# DATA UNDER STUDY:
↓↓↓

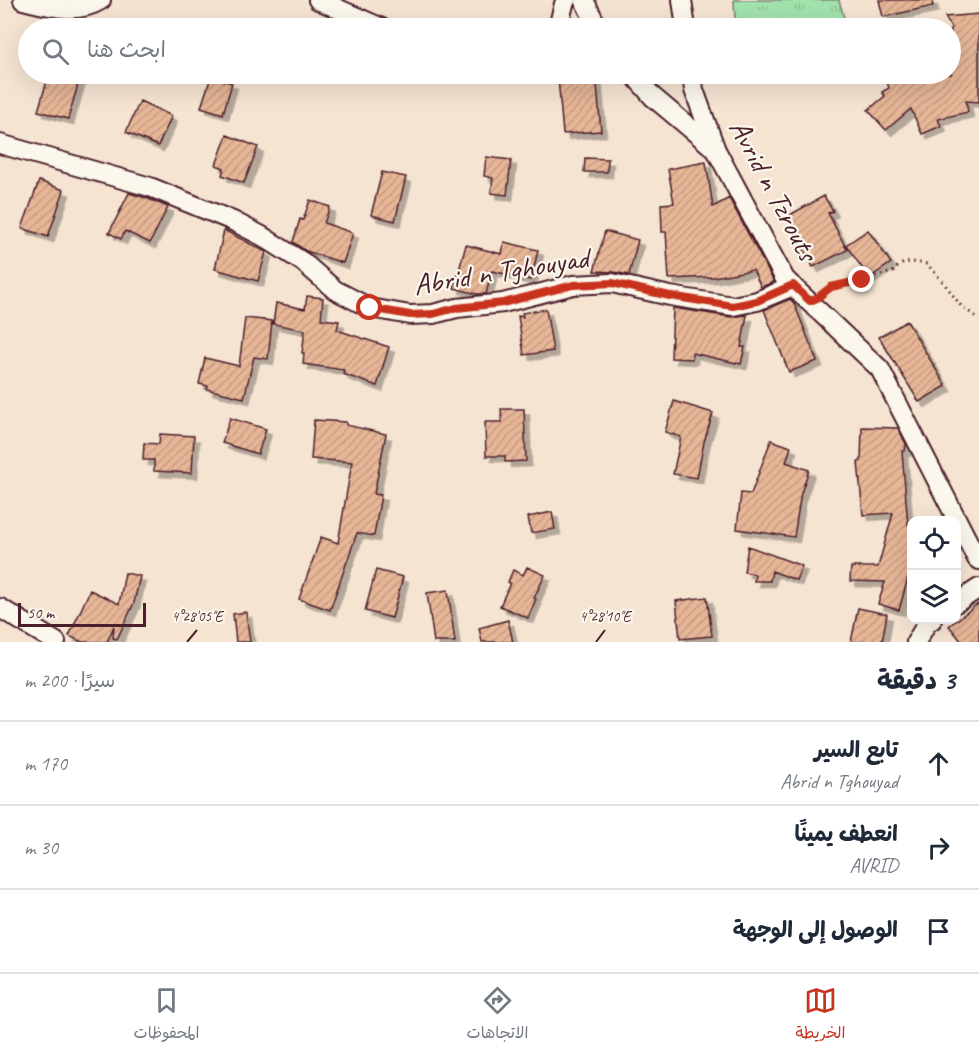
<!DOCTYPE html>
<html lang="ar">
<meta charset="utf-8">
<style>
:root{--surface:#fff;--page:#f2f2f3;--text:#1f2937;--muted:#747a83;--line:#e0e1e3;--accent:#c8321e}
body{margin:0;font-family:Caveat,"Playpen Sans Arabic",sans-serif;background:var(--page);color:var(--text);direction:rtl}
.controls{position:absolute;right:18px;bottom:18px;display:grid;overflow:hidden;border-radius:12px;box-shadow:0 6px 24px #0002}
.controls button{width:54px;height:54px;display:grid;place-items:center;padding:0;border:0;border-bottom:2px solid var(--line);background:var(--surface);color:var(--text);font:30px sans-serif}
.scale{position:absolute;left:18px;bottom:15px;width:128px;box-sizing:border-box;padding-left:6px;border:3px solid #4a1f2b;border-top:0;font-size:16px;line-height:21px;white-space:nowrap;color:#4a1f2b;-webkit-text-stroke:4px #fbf7ec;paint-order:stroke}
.stop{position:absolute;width:18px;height:18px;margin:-14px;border:4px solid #c8321e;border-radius:50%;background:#fff}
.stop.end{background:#c8321e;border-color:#fff;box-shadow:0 2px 6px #0008}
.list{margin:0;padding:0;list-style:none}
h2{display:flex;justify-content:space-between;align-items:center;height:78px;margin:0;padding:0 24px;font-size:26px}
h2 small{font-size:20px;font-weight:400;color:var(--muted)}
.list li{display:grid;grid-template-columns:39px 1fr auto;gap:18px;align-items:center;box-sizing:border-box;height:84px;padding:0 24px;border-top:2px solid var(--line)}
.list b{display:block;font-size:22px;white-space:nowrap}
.list p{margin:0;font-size:20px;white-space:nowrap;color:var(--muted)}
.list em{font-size:20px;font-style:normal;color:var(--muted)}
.icon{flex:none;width:33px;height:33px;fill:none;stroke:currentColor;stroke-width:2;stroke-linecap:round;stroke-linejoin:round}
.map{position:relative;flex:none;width:979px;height:642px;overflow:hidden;direction:ltr}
.search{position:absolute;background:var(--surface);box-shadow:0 6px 24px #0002;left:18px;right:18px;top:18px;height:66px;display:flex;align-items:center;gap:15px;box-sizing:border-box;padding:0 21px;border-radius:33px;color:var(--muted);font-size:22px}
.sheet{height:330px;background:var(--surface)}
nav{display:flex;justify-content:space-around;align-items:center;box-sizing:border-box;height:84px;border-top:2px solid var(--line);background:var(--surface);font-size:16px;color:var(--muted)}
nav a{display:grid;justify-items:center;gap:3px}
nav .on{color:var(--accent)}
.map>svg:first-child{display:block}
</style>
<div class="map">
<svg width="979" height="642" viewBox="0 0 979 642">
<defs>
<pattern id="grass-tufts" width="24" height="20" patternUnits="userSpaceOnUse" patternTransform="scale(1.5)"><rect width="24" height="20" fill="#a1e2ad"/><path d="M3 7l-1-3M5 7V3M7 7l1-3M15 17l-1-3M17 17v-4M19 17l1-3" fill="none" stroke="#8cc195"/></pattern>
<pattern id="building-hatch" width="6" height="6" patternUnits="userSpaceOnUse" patternTransform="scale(1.5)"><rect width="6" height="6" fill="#e6b697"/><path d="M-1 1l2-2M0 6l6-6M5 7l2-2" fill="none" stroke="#c79c82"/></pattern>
<filter id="shadow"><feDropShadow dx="5.5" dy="5.5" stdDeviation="0" flood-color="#0004"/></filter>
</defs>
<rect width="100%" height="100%" fill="#f5e4d2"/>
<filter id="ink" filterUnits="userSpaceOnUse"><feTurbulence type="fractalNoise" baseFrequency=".0167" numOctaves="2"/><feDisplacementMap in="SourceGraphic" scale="12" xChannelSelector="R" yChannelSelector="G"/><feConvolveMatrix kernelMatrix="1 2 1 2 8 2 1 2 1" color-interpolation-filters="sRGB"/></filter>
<g filter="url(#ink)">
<path fill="url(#grass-tufts)" stroke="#76806c" stroke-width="1.5" d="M734,0H839L847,28H794L735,19Z"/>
<path fill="url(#building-hatch)" stroke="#4a1f2b" stroke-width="1.5" filter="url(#shadow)" d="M879,0H932L933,6L883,17Z
M979,14V102L966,101L968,112L938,119L941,126L922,134L911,109L886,130L868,110L885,96L882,92L889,88L884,74H951V28L945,17Z
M49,74H81L68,119L38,111Z
M596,74L601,131L563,134L558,78Z
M211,77L232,83L223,114L201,107Z
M140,101L172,116L158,146L126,132Z
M227,135L258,147L244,183L222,175L224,168L216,165Z
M486,157L511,160L507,195L491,193L493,178L484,176Z
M585,158L608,159L607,172H584Z
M706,162L713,207L729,198L774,282L761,287L753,270L714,277L669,279L666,232H662L661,204L674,203L668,169Z
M382,172L406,177L395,221L371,215Z
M39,181L64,190L48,237L22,228Z
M129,193L146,198L168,207L150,243L125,231L121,239L109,233Z
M824,196L833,211L828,213L847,250L813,267L795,232L786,217Z
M310,200L330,207L324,223L353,233L343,263L306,251L293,242L300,219L303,220Z
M224,230L266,252L258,281L215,269Z
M868,230L891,263L869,278L846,245Z
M605,231L638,240L629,275L614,272L594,271Z
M504,242L538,250L531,280L492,271L486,294H477L454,288L466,245L502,254Z
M307,296L323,298L321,319L339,321L337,330L389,347L377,386L343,374L344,370L303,364L304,353H302L305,330L273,324L276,303L305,309Z
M790,299L794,303L817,361L789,372L764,310Z
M673,308L731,317L747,315L741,347H745L741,364L692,353V359L671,358Z
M546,309L553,351L524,355L518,316L523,317L522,313Z
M245,318L272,321L268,359L254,357L244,398L207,389L208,386L199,384L205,358L239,366Z
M907,321L946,386L919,402L879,337Z
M674,401L713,413L704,442L697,478L673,474L681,437L665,432Z
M501,409H524L526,461L505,462V456H486L485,422H502Z
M230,418L266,429L258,454L222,443Z
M314,420L346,422V425L386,434L374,494L381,495L374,536L357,533L330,610L299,599L321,537L338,543L352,462L311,459Z
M862,427L898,428L906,444L905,451H902L908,525L912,526V563L899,610L878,604L885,582L850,581L851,567H878L893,513L863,515L858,462L861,461Z
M160,434L194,436L192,473L154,471V460H143L144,443L159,444Z
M771,440L791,447L786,462L809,470L801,493L794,537L737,529L741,493L751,494Z
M552,512L555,529L531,533L528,517Z
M748,546L802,566L796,580L772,571L770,581H754L755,574L744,572Z
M527,567L545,575L534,598L536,599L528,618L500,606L510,583L508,582L513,570L523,575Z
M376,570L403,577L392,618L365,611Z
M125,573L140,576L134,603L117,639L113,638L114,626L107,642H82L69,636L90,590L119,604Z
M448,590L455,642H434L427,593Z
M707,597L712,636L680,639L676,601Z
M979,603V642H962L949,626Z
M858,608L887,614L882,642H851Z
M246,612L250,642H236L233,614Z
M508,620L513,642H482L479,628Z"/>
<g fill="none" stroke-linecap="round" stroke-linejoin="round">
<defs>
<path id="minor" d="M23,0C48,6 77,15 101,0
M318,0L382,28
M584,0L598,28
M682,0L686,28
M558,28L564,4L566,0
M633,74L653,97L715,149
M692,74L694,90L716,150L785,279L880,369L977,559L979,560
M0,144L150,187L233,221L262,236L303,262L335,290L370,308L410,315L433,314L457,308L503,303L573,285L612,283L670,296L733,306L757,301L793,286
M956,603L979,588
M0,608L56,642
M916,642L927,623L932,620"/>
</defs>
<use href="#minor" stroke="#4a1f2b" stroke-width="22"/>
<path stroke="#4a1f2b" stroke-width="3" stroke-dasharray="1.5 4.5" stroke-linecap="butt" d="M824,292L831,287L893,272C903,259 912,262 927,264L944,283L961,306L979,319"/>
<use href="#minor" stroke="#fbf7ec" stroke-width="18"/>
</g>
</g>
<g fill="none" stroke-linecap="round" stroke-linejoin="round" filter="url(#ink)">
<path stroke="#c8321e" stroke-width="8" d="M370,308L410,315L433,314L456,308L503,303L573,285L612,283L670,296L733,306L757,301L793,285L810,301L817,298L831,287L862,280"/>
</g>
<path fill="none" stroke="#4a1f2b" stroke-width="2" d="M187,642L197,630M596,642L605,630"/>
<g text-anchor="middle" stroke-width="4.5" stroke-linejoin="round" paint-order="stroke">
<g font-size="30" fill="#4a1f2b" stroke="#fbf7ec">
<text transform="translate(774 190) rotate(62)" y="10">Avrid n Tzrouts</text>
<text transform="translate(501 271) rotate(-9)" y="10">Abrid n Tghouyad</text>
</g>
</g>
<g font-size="15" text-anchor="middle" fill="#4a1f2b" stroke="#fbf7ec" stroke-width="4.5" stroke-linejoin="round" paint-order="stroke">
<text x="197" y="621">4°28'05"E</text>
<text x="605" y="621">4°28'10"E</text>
</g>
</svg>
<div class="controls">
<button><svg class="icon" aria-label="locate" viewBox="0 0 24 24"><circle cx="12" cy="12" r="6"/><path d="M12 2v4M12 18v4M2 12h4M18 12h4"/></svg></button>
<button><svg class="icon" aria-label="layers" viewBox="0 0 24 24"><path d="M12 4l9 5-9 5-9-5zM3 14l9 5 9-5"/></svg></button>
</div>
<div class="scale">50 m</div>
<div class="stop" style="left:370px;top:308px"></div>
<div class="stop end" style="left:862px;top:280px"></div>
<div class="search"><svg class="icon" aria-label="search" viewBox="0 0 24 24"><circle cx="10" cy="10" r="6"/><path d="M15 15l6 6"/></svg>ابحث هنا</div>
</div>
<section class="sheet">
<h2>3 دقيقة<small>سيرًا · 200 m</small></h2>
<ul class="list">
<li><svg class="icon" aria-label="ahead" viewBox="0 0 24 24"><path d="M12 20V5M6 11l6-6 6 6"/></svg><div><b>تابع السير</b><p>Abrid n Tghouyad</p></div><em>170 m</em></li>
<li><svg class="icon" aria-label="right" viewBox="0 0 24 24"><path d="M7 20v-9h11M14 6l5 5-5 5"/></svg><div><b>انعطف يمينًا</b><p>AVRID</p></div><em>30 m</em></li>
<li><svg class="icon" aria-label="arrive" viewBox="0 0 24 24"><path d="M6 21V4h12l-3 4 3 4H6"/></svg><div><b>الوصول إلى الوجهة</b></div></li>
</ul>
</section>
<nav>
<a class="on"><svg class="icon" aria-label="map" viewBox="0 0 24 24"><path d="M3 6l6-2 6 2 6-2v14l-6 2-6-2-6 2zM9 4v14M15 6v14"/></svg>الخريطة</a>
<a><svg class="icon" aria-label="directions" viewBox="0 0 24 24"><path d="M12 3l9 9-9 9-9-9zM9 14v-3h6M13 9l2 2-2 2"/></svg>الاتجاهات</a>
<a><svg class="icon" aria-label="saved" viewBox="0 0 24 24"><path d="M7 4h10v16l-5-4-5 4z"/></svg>المحفوظات</a>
</nav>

↑↑↑

Copy each line of the listing above that contains the word "solid".

.controls button{width:54px;height:54px;display:grid;place-items:center;padding:0;border:0;border-bottom:2px solid var(--line);background:var(--surface);color:var(--text);font:30px sans-serif}
.scale{position:absolute;left:18px;bottom:15px;width:128px;box-sizing:border-box;padding-left:6px;border:3px solid #4a1f2b;border-top:0;font-size:16px;line-height:21px;white-space:nowrap;color:#4a1f2b;-webkit-text-stroke:4px #fbf7ec;paint-order:stroke}
.stop{position:absolute;width:18px;height:18px;margin:-14px;border:4px solid #c8321e;border-radius:50%;background:#fff}
.list li{display:grid;grid-template-columns:39px 1fr auto;gap:18px;align-items:center;box-sizing:border-box;height:84px;padding:0 24px;border-top:2px solid var(--line)}
nav{display:flex;justify-content:space-around;align-items:center;box-sizing:border-box;height:84px;border-top:2px solid var(--line);background:var(--surface);font-size:16px;color:var(--muted)}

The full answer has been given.